8/7/2014 2:53:00 PM Letters: I'll take Clarkdale's
political style any day
In it's 7/11 "Political apathy certainly not a problem in Jerome" editorial, the Verde Independent seems to be trying to compare kiwis, oranges, and grapes. From a newcomer's point of view, the towns in the Verde Valley all have their own, very distinctive styles.
Jerome seems more like a colony. Although there are as many factions as you'd find in a large, extended family, most of the citizens are personally and professionally involved in the business of keeping Jerome viable.
With that common goal universally held and understood, disputes can be resolved without damage to the town, itself.
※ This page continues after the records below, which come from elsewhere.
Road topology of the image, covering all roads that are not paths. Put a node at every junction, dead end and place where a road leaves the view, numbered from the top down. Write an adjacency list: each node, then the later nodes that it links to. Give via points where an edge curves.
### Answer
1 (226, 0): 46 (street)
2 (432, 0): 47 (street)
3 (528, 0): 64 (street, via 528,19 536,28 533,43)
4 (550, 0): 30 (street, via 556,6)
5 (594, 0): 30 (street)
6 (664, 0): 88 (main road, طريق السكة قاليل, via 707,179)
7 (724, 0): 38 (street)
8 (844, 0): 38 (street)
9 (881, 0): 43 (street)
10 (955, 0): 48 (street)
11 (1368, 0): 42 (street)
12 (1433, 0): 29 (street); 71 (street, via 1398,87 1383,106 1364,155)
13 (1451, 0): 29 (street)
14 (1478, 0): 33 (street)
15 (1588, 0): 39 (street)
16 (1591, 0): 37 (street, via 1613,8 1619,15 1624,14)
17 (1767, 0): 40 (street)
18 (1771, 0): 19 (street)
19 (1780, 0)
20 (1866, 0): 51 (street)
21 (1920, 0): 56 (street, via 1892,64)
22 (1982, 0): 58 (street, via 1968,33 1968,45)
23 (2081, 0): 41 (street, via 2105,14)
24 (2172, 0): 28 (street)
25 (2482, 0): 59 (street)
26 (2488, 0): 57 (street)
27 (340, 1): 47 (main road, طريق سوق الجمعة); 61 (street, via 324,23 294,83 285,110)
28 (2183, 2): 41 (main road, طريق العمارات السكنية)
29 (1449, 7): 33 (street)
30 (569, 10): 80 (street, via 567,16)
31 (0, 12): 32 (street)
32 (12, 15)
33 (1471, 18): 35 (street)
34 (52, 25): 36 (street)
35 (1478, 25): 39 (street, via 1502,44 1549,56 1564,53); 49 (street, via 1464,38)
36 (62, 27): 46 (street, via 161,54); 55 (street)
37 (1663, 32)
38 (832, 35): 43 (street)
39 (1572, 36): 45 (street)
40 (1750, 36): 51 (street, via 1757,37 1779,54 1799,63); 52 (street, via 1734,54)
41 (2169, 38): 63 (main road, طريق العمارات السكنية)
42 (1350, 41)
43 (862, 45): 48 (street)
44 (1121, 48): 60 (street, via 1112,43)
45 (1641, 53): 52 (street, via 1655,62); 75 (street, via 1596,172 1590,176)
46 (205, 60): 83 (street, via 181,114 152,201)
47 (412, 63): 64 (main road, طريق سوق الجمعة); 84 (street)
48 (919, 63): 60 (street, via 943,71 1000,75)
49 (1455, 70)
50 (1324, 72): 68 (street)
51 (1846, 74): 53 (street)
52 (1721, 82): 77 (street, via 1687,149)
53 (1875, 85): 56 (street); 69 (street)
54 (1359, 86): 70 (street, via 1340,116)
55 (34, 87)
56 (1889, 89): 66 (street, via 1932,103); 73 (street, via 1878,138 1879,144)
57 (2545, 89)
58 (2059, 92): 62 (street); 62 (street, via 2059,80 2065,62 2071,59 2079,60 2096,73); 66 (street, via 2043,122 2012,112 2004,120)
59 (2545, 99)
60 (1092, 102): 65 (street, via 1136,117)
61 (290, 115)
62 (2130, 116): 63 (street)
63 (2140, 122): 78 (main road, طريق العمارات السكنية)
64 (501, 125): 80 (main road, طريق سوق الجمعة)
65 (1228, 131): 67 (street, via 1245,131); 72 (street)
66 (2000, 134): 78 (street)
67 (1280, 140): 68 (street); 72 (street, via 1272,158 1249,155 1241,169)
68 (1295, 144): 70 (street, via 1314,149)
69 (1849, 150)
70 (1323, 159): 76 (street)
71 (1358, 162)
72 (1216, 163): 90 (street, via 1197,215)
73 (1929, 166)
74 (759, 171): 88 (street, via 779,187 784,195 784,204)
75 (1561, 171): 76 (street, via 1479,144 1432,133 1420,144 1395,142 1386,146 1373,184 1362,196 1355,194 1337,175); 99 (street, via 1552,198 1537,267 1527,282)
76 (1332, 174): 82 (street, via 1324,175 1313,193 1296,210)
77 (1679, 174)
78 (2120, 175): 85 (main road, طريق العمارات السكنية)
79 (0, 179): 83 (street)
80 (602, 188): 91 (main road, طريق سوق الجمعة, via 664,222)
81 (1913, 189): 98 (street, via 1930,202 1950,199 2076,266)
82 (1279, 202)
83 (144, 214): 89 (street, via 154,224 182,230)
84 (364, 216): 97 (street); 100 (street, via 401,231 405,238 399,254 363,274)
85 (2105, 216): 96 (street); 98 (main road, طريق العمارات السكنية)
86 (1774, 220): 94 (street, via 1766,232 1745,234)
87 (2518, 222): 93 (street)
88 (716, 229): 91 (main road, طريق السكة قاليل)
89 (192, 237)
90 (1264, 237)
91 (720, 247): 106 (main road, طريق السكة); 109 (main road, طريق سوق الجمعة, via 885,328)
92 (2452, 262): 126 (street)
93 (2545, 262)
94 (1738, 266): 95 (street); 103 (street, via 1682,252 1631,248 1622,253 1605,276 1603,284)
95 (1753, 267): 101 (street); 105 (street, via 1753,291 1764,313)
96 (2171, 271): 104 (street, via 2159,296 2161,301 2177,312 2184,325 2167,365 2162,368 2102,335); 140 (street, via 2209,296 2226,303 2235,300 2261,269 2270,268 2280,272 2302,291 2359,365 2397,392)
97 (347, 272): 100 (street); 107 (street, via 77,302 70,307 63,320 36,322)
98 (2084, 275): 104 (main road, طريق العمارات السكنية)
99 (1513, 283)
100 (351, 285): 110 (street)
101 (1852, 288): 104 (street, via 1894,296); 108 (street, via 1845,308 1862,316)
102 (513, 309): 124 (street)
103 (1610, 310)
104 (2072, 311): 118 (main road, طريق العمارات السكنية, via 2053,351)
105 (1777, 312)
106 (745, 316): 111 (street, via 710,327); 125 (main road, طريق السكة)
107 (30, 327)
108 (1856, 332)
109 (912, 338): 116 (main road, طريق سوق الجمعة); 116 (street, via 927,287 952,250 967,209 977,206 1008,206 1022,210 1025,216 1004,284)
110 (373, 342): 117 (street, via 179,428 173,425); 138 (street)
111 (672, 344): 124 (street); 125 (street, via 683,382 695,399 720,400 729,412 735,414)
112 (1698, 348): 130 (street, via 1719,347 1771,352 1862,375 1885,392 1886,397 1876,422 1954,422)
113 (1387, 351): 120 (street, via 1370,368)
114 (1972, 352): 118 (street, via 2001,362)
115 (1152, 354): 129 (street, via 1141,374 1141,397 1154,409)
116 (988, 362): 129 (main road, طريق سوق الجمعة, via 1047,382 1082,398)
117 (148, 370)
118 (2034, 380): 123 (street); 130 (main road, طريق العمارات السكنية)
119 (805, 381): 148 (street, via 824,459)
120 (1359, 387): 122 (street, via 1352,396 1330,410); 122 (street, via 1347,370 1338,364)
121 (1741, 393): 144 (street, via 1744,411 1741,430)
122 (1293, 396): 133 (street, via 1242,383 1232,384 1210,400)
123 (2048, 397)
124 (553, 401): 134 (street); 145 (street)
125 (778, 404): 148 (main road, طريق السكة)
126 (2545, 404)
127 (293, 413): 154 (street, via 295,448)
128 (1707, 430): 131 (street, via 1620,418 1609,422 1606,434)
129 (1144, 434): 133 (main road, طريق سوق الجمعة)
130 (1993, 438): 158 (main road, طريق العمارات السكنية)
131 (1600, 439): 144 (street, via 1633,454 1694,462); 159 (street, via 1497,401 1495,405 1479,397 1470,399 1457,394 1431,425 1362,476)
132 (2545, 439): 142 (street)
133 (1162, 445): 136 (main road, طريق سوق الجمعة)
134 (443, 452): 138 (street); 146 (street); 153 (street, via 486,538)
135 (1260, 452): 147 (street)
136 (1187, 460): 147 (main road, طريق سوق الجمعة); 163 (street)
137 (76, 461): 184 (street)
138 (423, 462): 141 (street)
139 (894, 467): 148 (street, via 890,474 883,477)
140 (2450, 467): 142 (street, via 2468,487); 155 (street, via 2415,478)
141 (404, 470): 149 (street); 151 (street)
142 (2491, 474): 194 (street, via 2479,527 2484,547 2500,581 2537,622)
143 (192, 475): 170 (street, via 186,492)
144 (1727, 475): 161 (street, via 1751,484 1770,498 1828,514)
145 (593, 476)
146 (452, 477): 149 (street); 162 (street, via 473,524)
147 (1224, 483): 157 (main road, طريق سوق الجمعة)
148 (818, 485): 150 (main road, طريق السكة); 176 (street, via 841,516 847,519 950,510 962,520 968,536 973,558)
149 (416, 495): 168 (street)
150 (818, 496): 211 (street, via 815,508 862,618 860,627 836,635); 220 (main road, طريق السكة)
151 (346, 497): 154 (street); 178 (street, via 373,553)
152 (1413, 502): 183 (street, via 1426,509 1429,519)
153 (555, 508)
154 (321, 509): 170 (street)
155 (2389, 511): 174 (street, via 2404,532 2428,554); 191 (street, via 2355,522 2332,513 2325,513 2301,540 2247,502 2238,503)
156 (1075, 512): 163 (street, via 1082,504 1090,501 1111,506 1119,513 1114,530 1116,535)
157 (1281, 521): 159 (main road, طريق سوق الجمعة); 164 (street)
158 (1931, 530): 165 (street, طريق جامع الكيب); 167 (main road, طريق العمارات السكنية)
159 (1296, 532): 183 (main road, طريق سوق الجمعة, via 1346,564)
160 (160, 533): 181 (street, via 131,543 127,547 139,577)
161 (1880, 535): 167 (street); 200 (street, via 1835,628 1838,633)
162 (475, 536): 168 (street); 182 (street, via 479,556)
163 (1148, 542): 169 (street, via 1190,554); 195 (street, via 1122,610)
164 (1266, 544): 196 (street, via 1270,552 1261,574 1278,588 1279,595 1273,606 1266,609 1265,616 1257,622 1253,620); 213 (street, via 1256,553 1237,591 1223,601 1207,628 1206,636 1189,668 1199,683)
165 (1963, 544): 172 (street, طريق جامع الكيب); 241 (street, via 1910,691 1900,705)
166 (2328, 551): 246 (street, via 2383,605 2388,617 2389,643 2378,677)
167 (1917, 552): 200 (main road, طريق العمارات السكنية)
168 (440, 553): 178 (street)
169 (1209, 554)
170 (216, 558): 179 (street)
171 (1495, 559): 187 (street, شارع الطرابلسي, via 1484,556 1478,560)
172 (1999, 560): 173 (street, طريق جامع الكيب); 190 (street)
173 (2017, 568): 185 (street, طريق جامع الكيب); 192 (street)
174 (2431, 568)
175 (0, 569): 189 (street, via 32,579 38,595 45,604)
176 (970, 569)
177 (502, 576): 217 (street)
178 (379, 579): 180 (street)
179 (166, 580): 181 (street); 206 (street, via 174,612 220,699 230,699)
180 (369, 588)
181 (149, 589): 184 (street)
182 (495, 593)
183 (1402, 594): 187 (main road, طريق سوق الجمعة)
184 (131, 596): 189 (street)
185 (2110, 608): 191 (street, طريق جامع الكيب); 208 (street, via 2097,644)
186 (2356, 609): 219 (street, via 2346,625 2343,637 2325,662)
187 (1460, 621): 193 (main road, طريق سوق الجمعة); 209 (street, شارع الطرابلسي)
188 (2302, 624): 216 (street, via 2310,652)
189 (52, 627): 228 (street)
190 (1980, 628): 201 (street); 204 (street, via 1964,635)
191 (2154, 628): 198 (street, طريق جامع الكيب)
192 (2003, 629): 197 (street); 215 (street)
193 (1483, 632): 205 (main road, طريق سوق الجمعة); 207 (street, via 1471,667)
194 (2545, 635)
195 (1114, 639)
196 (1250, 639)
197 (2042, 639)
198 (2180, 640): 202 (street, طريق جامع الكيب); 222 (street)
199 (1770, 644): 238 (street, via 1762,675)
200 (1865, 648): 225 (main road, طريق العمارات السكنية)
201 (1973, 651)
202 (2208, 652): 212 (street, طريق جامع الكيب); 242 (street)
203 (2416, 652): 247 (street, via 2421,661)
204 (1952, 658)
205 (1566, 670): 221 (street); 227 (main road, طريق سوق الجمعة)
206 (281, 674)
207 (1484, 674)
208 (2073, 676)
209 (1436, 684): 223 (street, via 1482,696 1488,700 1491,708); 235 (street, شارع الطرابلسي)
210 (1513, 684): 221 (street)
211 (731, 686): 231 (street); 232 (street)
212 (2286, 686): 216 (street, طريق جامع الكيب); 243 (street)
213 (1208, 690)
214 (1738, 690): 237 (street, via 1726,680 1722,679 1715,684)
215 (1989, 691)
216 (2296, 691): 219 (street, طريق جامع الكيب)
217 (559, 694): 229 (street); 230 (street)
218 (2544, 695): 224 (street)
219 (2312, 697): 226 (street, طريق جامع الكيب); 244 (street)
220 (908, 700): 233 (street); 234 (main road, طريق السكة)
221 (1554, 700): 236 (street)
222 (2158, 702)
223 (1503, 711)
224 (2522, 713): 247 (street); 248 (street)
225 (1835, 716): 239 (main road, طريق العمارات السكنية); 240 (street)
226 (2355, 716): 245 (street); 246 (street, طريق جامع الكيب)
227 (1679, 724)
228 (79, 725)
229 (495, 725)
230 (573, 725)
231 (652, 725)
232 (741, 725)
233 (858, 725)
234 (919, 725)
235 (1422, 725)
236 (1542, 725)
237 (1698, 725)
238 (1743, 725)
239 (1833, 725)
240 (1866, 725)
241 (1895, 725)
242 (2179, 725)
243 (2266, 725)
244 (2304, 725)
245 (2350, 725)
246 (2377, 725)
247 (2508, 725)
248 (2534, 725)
So it's O.K. for a hotel owner to tear into the Fire Chief when shoved. It's O.K. for a councilmember to sue Jerome over a zoning ordinance. It's O.K. for the New Guard and the Old Guard to hurl imprecations at will. Open, contentious wrangling among acquaintances is an integral part of that community's culture.
Clarkdale seems like a cross between a college and the company town it once was: a class-neutral fief with democratic trappings. A small core of civically committed individuals runs the town. A larger circle of dedicated volunteers support their administration, and the rest pitch in when need, time, and interest coincide.
In this structure, it's vital that members of the inner-core work well together and that other members of the community are kept informed of what they're working on. Citizen suggestions, requests, and complaints are generally handled one-on-one during regular business hours or at civic social functions.
Only when an official falls out of sync and keeps the trains from running on time or upsets the support groups is he/she replaced (gently, after much consideration). Clarkdale's political imperatives are courtesy, harmony, and continuity.
Cottonwood seems to be an archetypical municipality. Composed of many distinct demographic groups, some that interact on a regular basis, some that don't, it's dominated by business interests -- some at odds with each other, some at odds with city hall.
Public officials' main job is to keep all these disparate elements functioning in tandem and to ensure that one group doesn't exploit the others. I see a yearning for Clarkdale's walk-over-and-quietly-discuss-it on the part of some city officials. But like most cities, Cottonwood's politics is conducted among influence groups, in executive session. Those who enjoy wrangling join the group that represents their interests. The rest go about their business and yell only after they become aware something bit them.
I prefer Clarkdale's style.
Obviously, someone at the Verde Independent prefers Jerome's.
Which is fine, as long as this someone doesn't use his bully pulpit to guilt-trip citizens of Clarkdale and Cottonwood into upending the type of government they prefer.
Jerome, Clarkdale, and Cottonwood are equally functional, equally dysfunctional, and equally constitutional.
"Apolitical" and "apathetic" are not synonymous.
And contested elections are not always the cure for apathy, which (politically) is usually caused by bureaucratic excesses against which citizens have no recourse.